Stored entries
----

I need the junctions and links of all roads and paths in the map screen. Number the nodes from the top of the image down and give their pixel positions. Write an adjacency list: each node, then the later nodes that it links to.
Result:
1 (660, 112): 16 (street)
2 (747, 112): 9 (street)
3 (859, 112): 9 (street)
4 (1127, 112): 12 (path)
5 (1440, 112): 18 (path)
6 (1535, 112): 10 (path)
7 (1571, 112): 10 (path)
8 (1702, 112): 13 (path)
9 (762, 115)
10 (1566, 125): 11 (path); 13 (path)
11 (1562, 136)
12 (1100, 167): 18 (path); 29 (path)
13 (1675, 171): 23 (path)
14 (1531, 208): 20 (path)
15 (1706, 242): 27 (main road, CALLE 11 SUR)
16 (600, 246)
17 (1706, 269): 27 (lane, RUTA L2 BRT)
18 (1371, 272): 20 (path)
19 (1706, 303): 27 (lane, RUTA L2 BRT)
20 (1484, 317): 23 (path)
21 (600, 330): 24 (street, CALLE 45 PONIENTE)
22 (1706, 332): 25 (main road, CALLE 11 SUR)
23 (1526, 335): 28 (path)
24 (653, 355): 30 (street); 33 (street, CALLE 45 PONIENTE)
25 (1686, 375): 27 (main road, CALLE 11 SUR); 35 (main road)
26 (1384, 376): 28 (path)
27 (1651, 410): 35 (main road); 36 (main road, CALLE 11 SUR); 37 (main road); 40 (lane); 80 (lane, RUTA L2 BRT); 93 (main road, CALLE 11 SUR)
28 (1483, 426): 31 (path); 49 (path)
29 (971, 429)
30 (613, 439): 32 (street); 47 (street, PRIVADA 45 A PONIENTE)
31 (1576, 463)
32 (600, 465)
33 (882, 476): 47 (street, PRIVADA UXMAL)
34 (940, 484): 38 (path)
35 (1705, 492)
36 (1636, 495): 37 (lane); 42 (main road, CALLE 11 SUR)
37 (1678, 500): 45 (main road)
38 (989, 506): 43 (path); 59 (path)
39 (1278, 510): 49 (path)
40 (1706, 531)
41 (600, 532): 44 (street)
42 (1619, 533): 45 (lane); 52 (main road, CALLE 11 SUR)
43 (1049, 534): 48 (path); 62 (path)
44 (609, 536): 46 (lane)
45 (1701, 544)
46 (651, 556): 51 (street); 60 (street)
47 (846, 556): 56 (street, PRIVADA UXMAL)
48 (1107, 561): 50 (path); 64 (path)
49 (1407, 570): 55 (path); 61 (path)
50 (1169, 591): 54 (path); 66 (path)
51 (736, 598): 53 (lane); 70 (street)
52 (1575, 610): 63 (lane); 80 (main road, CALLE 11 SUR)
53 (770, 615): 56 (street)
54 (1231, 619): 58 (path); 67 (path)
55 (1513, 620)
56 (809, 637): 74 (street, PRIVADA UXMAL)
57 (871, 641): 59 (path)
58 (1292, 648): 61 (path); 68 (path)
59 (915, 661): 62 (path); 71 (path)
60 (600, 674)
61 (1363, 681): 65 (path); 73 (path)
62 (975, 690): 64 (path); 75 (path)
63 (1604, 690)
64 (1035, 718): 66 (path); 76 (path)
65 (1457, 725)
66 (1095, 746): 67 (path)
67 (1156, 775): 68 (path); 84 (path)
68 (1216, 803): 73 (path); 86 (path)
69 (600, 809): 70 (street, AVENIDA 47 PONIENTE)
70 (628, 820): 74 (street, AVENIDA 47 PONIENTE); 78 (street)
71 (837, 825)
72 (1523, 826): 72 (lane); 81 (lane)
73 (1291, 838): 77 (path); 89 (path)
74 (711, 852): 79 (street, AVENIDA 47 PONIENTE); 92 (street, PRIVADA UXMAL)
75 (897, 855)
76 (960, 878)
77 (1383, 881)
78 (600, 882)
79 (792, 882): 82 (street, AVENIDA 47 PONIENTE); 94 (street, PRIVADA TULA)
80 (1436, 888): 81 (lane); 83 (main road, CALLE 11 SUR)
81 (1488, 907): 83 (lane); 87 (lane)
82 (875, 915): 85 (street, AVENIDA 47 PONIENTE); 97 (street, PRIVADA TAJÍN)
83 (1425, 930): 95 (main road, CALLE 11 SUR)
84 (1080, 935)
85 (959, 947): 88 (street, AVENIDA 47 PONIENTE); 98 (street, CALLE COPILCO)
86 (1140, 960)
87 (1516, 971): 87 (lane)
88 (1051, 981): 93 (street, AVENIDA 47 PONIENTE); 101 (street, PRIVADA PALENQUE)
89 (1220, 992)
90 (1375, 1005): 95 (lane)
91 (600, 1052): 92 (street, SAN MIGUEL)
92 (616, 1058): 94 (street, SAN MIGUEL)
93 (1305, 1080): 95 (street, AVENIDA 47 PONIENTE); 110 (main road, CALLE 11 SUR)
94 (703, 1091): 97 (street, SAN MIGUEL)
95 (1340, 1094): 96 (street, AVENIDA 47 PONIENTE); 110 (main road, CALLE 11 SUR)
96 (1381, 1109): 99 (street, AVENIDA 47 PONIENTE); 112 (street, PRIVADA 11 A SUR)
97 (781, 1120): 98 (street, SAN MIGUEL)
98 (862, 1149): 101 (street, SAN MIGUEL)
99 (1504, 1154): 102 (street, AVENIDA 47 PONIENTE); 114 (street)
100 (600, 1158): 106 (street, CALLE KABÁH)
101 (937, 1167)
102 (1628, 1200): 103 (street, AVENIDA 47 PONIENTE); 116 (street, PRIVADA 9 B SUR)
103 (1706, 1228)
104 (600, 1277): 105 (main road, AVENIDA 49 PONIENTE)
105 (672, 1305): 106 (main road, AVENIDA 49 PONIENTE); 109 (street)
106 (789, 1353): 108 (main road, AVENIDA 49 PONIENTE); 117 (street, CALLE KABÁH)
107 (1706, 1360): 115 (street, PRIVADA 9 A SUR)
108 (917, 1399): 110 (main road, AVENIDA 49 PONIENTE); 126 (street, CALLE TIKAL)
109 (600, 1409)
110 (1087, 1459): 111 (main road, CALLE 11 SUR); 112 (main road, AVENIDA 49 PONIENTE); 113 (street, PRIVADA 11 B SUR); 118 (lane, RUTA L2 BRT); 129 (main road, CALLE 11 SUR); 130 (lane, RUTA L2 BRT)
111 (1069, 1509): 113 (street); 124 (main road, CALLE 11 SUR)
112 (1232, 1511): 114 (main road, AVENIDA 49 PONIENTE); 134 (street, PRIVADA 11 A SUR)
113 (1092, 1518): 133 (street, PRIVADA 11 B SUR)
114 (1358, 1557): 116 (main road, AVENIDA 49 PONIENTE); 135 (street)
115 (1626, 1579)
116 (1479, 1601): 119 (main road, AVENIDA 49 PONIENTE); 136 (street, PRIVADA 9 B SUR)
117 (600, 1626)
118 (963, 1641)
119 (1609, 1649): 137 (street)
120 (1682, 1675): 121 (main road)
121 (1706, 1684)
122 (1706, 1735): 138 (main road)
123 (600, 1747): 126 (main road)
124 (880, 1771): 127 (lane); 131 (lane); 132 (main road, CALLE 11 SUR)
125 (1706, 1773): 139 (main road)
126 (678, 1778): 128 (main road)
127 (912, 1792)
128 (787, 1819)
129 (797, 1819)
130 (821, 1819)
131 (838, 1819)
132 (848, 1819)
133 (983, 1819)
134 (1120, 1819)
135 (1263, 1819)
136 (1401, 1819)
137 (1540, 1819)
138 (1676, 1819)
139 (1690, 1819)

----

# Work order:
All lines with the string "RUTA" must be copied from the data.

# Exercise answer:
17 (1706, 269): 27 (lane, RUTA L2 BRT)
19 (1706, 303): 27 (lane, RUTA L2 BRT)
27 (1651, 410): 35 (main road); 36 (main road, CALLE 11 SUR); 37 (main road); 40 (lane); 80 (lane, RUTA L2 BRT); 93 (main road, CALLE 11 SUR)
110 (1087, 1459): 111 (main road, CALLE 11 SUR); 112 (main road, AVENIDA 49 PONIENTE); 113 (street, PRIVADA 11 B SUR); 118 (lane, RUTA L2 BRT); 129 (main road, CALLE 11 SUR); 130 (lane, RUTA L2 BRT)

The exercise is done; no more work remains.